◆ WORK TO COMPLETE ◆
Make an exact copy of the entries, and keep any pictures out of it.
Start of PROVIDED RECORDS
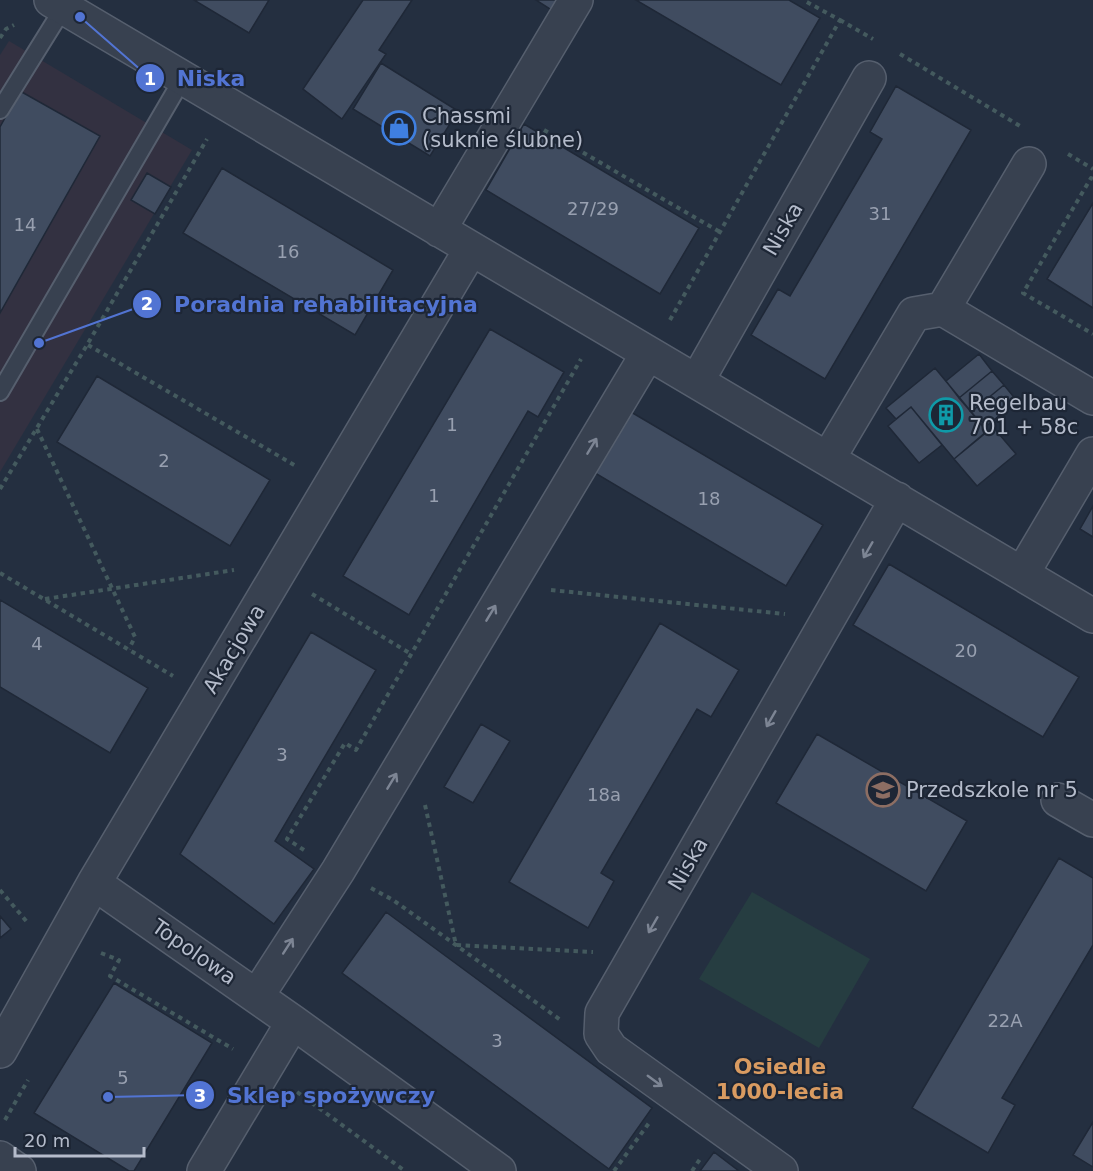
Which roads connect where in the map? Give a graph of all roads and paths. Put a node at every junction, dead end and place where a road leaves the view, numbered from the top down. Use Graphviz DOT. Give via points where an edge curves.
graph roads {
  1 [pos="576,0"];
  2 [pos="803,0"];
  3 [pos="57,4"];
  4 [pos="840,20"];
  5 [pos="877,41"];
  6 [pos="896,52"];
  7 [pos="183,78"];
  8 [pos="869,78"];
  9 [pos="0,110"];
  10 [pos="540,128"];
  11 [pos="1024,128"];
  12 [pos="212,131"];
  13 [pos="1063,152"];
  14 [pos="1029,164"];
  15 [pos="1093,169"];
  16 [pos="1092,177"];
  17 [pos="439,230"];
  18 [pos="720,232"];
  19 [pos="471,249"];
  20 [pos="943,309"];
  21 [pos="668,323"];
  22 [pos="1093,334"];
  23 [pos="87,345"];
  24 [pos="648,353"];
  25 [pos="582,358"];
  26 [pos="697,381"];
  27 [pos="0,392"];
  28 [pos="1093,398"];
  29 [pos="36,429"];
  30 [pos="1093,454"];
  31 [pos="828,459"];
  32 [pos="300,468"];
  33 [pos="0,489"];
  34 [pos="897,499"];
  35 [pos="244,569"];
  36 [pos="0,573"];
  37 [pos="1022,574"];
  38 [pos="508,586"];
  39 [pos="112,587"];
  40 [pos="309,593"];
  41 [pos="44,599"];
  42 [pos="789,614"];
  43 [pos="1093,616"];
  44 [pos="129,649"];
  45 [pos="411,654"];
  46 [pos="177,678"];
  47 [pos="356,750"];
  48 [pos="397,773"];
  49 [pos="1058,800"];
  50 [pos="1093,820"];
  51 [pos="338,871"];
  52 [pos="94,883"];
  53 [pos="0,890"];
  54 [pos="34,930"];
  55 [pos="456,945"];
  56 [pos="600,952"];
  57 [pos="92,953"];
  58 [pos="257,996"];
  59 [pos="566,1017"];
  60 [pos="293,1022"];
  61 [pos="0,1051"];
  62 [pos="266,1069"];
  63 [pos="33,1070"];
  64 [pos="652,1119"];
  65 [pos="0,1129"];
  66 [pos="0,1158"];
  67 [pos="19,1171"];
  68 [pos="204,1171"];
  69 [pos="405,1171"];
  70 [pos="499,1171"];
  71 [pos="614,1171"];
  72 [pos="781,1171"];
  1 -- 17 [label="street"];
  2 -- 4 [label="path"];
  3 -- 7 [label="street"];
  3 -- 9 [label="lane"];
  4 -- 5 [label="path"];
  4 -- 18 [label="path"];
  6 -- 11 [label="path"];
  7 -- 17 [label="street"];
  7 -- 27 [label="lane"];
  8 -- 26 [label="street, Niska"];
  10 -- 18 [label="path"];
  12 -- 23 [label="path"];
  13 -- 15 [label="path"];
  14 -- 20 [label="street"];
  16 -- 22 [label="path" via="1023,292"];
  17 -- 19 [label="street"];
  18 -- 21 [label="path"];
  19 -- 24 [label="street"];
  19 -- 52 [label="street, Akacjowa"];
  20 -- 28 [label="street"];
  20 -- 31 [label="street" via="914,314"];
  23 -- 29 [label="path"];
  23 -- 32 [label="path"];
  24 -- 26 [label="street"];
  38 -- 24 [label="street, one-way"];
  25 -- 45 [label="path"];
  26 -- 31 [label="street"];
  29 -- 33 [label="path"];
  29 -- 39 [label="path"];
  30 -- 37 [label="street"];
  31 -- 34 [label="street"];
  34 -- 37 [label="street"];
  34 -- 72 [label="street, Niska, one-way" via="603,1013 601,1034 611,1049"];
  35 -- 39 [label="path"];
  36 -- 41 [label="path"];
  37 -- 43 [label="street"];
  38 -- 42 [label="path"];
  48 -- 38 [label="street, one-way"];
  39 -- 41 [label="path"];
  39 -- 44 [label="path" via="135,637"];
  40 -- 45 [label="path"];
  41 -- 44 [label="path"];
  44 -- 46 [label="path"];
  45 -- 47 [label="path"];
  47 -- 48 [label="path"];
  47 -- 51 [label="path" via="345,743 287,839"];
  51 -- 48 [label="street, one-way"];
  48 -- 55 [label="path" via="421,788"];
  49 -- 50 [label="street"];
  51 -- 55 [label="path" via="393,900"];
  58 -- 51 [label="street, one-way"];
  52 -- 58 [label="street, Topolowa"];
  52 -- 61 [label="street, Akacjowa"];
  53 -- 54 [label="path"];
  55 -- 56 [label="path"];
  55 -- 59 [label="path" via="565,1023"];
  57 -- 62 [label="path" via="119,960 110,976"];
  58 -- 60 [label="street, Topolowa"];
  60 -- 62 [label="street"];
  60 -- 70 [label="street, Topolowa"];
  62 -- 68 [label="street"];
  62 -- 69 [label="path"];
  63 -- 65 [label="path"];
  64 -- 71 [label="path"];
  66 -- 67 [label="street"];
}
End of PROVIDED RECORDS
◆ RESPONSE BOX ◆
Which roads connect where in the map? Give a graph of all roads and paths. Put a node at every junction, dead end and place where a road leaves the view, numbered from the top down. Use Graphviz DOT. Give via points where an edge curves.
graph roads {
  1 [pos="576,0"];
  2 [pos="803,0"];
  3 [pos="57,4"];
  4 [pos="840,20"];
  5 [pos="877,41"];
  6 [pos="896,52"];
  7 [pos="183,78"];
  8 [pos="869,78"];
  9 [pos="0,110"];
  10 [pos="540,128"];
  11 [pos="1024,128"];
  12 [pos="212,131"];
  13 [pos="1063,152"];
  14 [pos="1029,164"];
  15 [pos="1093,169"];
  16 [pos="1092,177"];
  17 [pos="439,230"];
  18 [pos="720,232"];
  19 [pos="471,249"];
  20 [pos="943,309"];
  21 [pos="668,323"];
  22 [pos="1093,334"];
  23 [pos="87,345"];
  24 [pos="648,353"];
  25 [pos="582,358"];
  26 [pos="697,381"];
  27 [pos="0,392"];
  28 [pos="1093,398"];
  29 [pos="36,429"];
  30 [pos="1093,454"];
  31 [pos="828,459"];
  32 [pos="300,468"];
  33 [pos="0,489"];
  34 [pos="897,499"];
  35 [pos="244,569"];
  36 [pos="0,573"];
  37 [pos="1022,574"];
  38 [pos="508,586"];
  39 [pos="112,587"];
  40 [pos="309,593"];
  41 [pos="44,599"];
  42 [pos="789,614"];
  43 [pos="1093,616"];
  44 [pos="129,649"];
  45 [pos="411,654"];
  46 [pos="177,678"];
  47 [pos="356,750"];
  48 [pos="397,773"];
  49 [pos="1058,800"];
  50 [pos="1093,820"];
  51 [pos="338,871"];
  52 [pos="94,883"];
  53 [pos="0,890"];
  54 [pos="34,930"];
  55 [pos="456,945"];
  56 [pos="600,952"];
  57 [pos="92,953"];
  58 [pos="257,996"];
  59 [pos="566,1017"];
  60 [pos="293,1022"];
  61 [pos="0,1051"];
  62 [pos="266,1069"];
  63 [pos="33,1070"];
  64 [pos="652,1119"];
  65 [pos="0,1129"];
  66 [pos="0,1158"];
  67 [pos="19,1171"];
  68 [pos="204,1171"];
  69 [pos="405,1171"];
  70 [pos="499,1171"];
  71 [pos="614,1171"];
  72 [pos="781,1171"];
  1 -- 17 [label="street"];
  2 -- 4 [label="path"];
  3 -- 7 [label="street"];
  3 -- 9 [label="lane"];
  4 -- 5 [label="path"];
  4 -- 18 [label="path"];
  6 -- 11 [label="path"];
  7 -- 17 [label="street"];
  7 -- 27 [label="lane"];
  8 -- 26 [label="street, Niska"];
  10 -- 18 [label="path"];
  12 -- 23 [label="path"];
  13 -- 15 [label="path"];
  14 -- 20 [label="street"];
  16 -- 22 [label="path" via="1023,292"];
  17 -- 19 [label="street"];
  18 -- 21 [label="path"];
  19 -- 24 [label="street"];
  19 -- 52 [label="street, Akacjowa"];
  20 -- 28 [label="street"];
  20 -- 31 [label="street" via="914,314"];
  23 -- 29 [label="path"];
  23 -- 32 [label="path"];
  24 -- 26 [label="street"];
  38 -- 24 [label="street, one-way"];
  25 -- 45 [label="path"];
  26 -- 31 [label="street"];
  29 -- 33 [label="path"];
  29 -- 39 [label="path"];
  30 -- 37 [label="street"];
  31 -- 34 [label="street"];
  34 -- 37 [label="street"];
  34 -- 72 [label="street, Niska, one-way" via="603,1013 601,1034 611,1049"];
  35 -- 39 [label="path"];
  36 -- 41 [label="path"];
  37 -- 43 [label="street"];
  38 -- 42 [label="path"];
  48 -- 38 [label="street, one-way"];
  39 -- 41 [label="path"];
  39 -- 44 [label="path" via="135,637"];
  40 -- 45 [label="path"];
  41 -- 44 [label="path"];
  44 -- 46 [label="path"];
  45 -- 47 [label="path"];
  47 -- 48 [label="path"];
  47 -- 51 [label="path" via="345,743 287,839"];
  51 -- 48 [label="street, one-way"];
  48 -- 55 [label="path" via="421,788"];
  49 -- 50 [label="street"];
  51 -- 55 [label="path" via="393,900"];
  58 -- 51 [label="street, one-way"];
  52 -- 58 [label="street, Topolowa"];
  52 -- 61 [label="street, Akacjowa"];
  53 -- 54 [label="path"];
  55 -- 56 [label="path"];
  55 -- 59 [label="path" via="565,1023"];
  57 -- 62 [label="path" via="119,960 110,976"];
  58 -- 60 [label="street, Topolowa"];
  60 -- 62 [label="street"];
  60 -- 70 [label="street, Topolowa"];
  62 -- 68 [label="street"];
  62 -- 69 [label="path"];
  63 -- 65 [label="path"];
  64 -- 71 [label="path"];
  66 -- 67 [label="street"];
}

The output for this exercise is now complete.